[Stored entries]

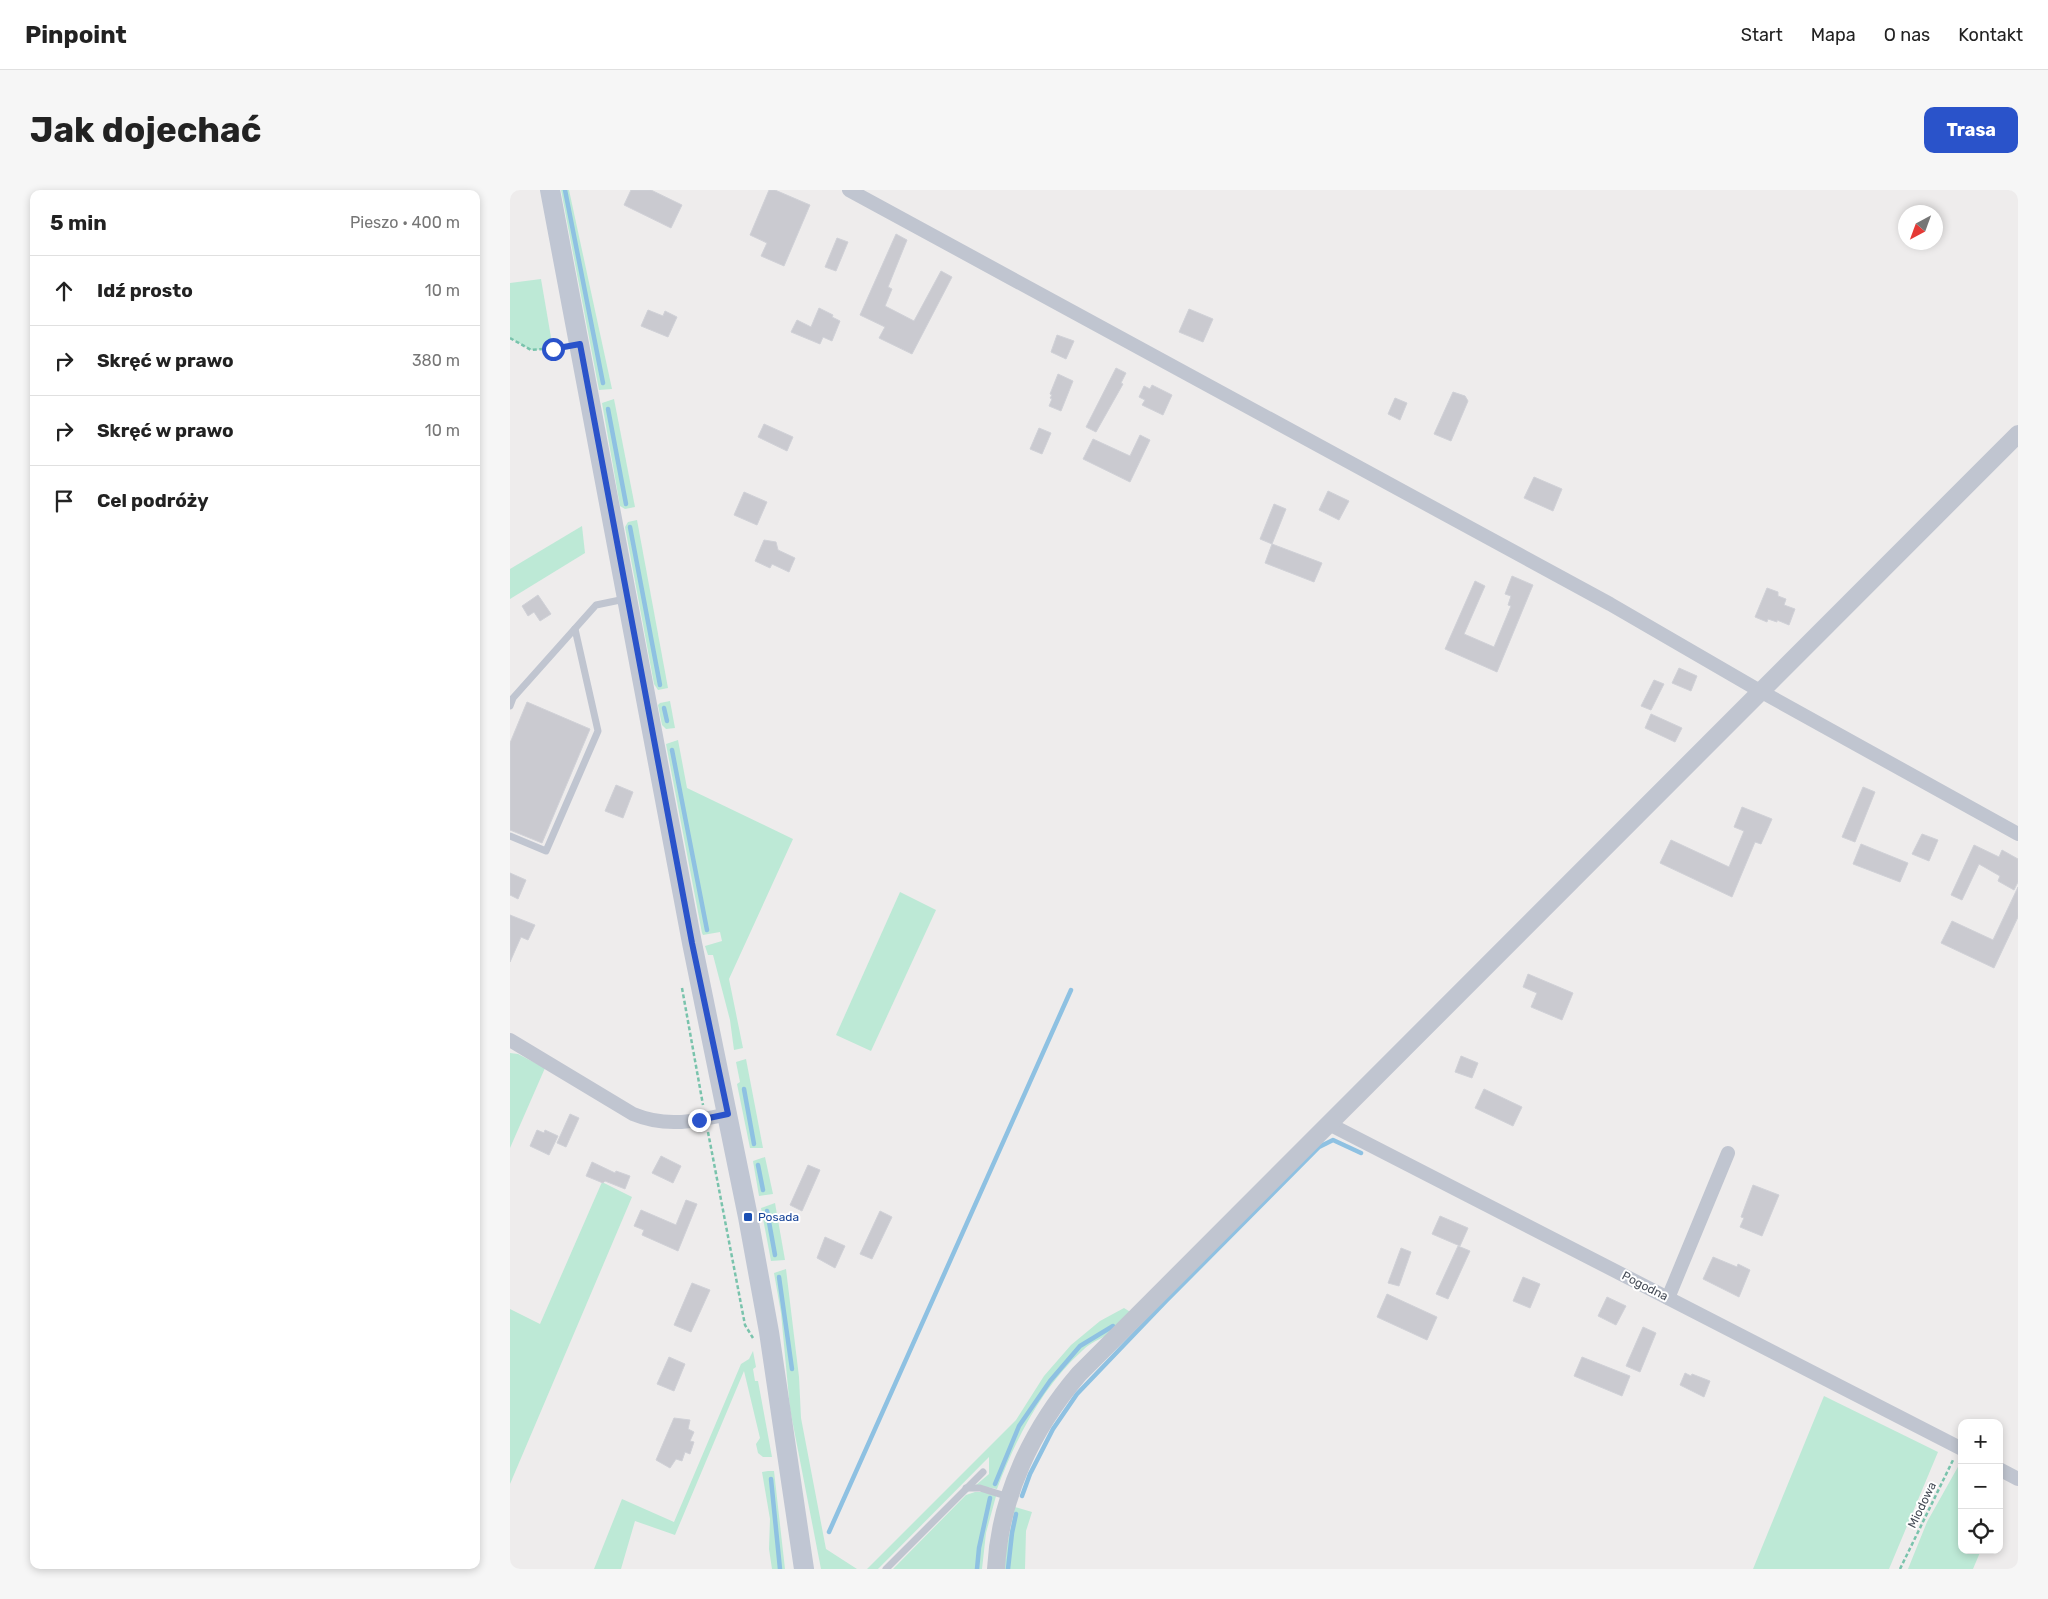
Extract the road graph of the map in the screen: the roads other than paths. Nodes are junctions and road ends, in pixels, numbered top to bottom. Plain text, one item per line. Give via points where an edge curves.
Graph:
1 (550, 190) edge
2 (850, 190) edge
3 (2018, 434) edge
4 (628, 599) junction
5 (575, 629) junction
6 (1760, 691) junction
7 (510, 706) edge
8 (2018, 834) edge
9 (510, 836) edge
10 (512, 1043) edge
11 (728, 1114) junction
12 (1329, 1124) junction
13 (1728, 1153) dead end
14 (1668, 1298) junction
15 (1958, 1448) edge
16 (2003, 1471) edge
17 (983, 1472) dead end
18 (2018, 1479) edge
19 (966, 1488) junction
20 (1009, 1497) junction
21 (804, 1569) edge
22 (886, 1569) edge
23 (996, 1569) edge

1 - 4 main road
2 - 6 street via 1610,604
3 - 6 street
4 - 5 lane via 596,605
4 - 11 main road via 692,943
5 - 7 lane via 513,698
5 - 9 lane via 598,731 546,851
6 - 8 street
6 - 12 street
10 - 11 street via 645,1119 674,1123
11 - 21 main road via 769,1332
12 - 14 street, Pogodna
12 - 20 street via 1075,1378 1037,1432
13 - 14 street
14 - 15 street, Pogodna
16 - 18 street
17 - 19 lane
19 - 20 lane via 980,1488
19 - 22 lane
20 - 23 street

### About this task
The answer should consist of all the records, duplicated exactly, with no images included.

### Final answer
Extract the road graph of the map in the screen: the roads other than paths. Nodes are junctions and road ends, in pixels, numbered top to bottom. Plain text, one item per line. Give via points where an edge curves.
Graph:
1 (550, 190) edge
2 (850, 190) edge
3 (2018, 434) edge
4 (628, 599) junction
5 (575, 629) junction
6 (1760, 691) junction
7 (510, 706) edge
8 (2018, 834) edge
9 (510, 836) edge
10 (512, 1043) edge
11 (728, 1114) junction
12 (1329, 1124) junction
13 (1728, 1153) dead end
14 (1668, 1298) junction
15 (1958, 1448) edge
16 (2003, 1471) edge
17 (983, 1472) dead end
18 (2018, 1479) edge
19 (966, 1488) junction
20 (1009, 1497) junction
21 (804, 1569) edge
22 (886, 1569) edge
23 (996, 1569) edge

1 - 4 main road
2 - 6 street via 1610,604
3 - 6 street
4 - 5 lane via 596,605
4 - 11 main road via 692,943
5 - 7 lane via 513,698
5 - 9 lane via 598,731 546,851
6 - 8 street
6 - 12 street
10 - 11 street via 645,1119 674,1123
11 - 21 main road via 769,1332
12 - 14 street, Pogodna
12 - 20 street via 1075,1378 1037,1432
13 - 14 street
14 - 15 street, Pogodna
16 - 18 street
17 - 19 lane
19 - 20 lane via 980,1488
19 - 22 lane
20 - 23 street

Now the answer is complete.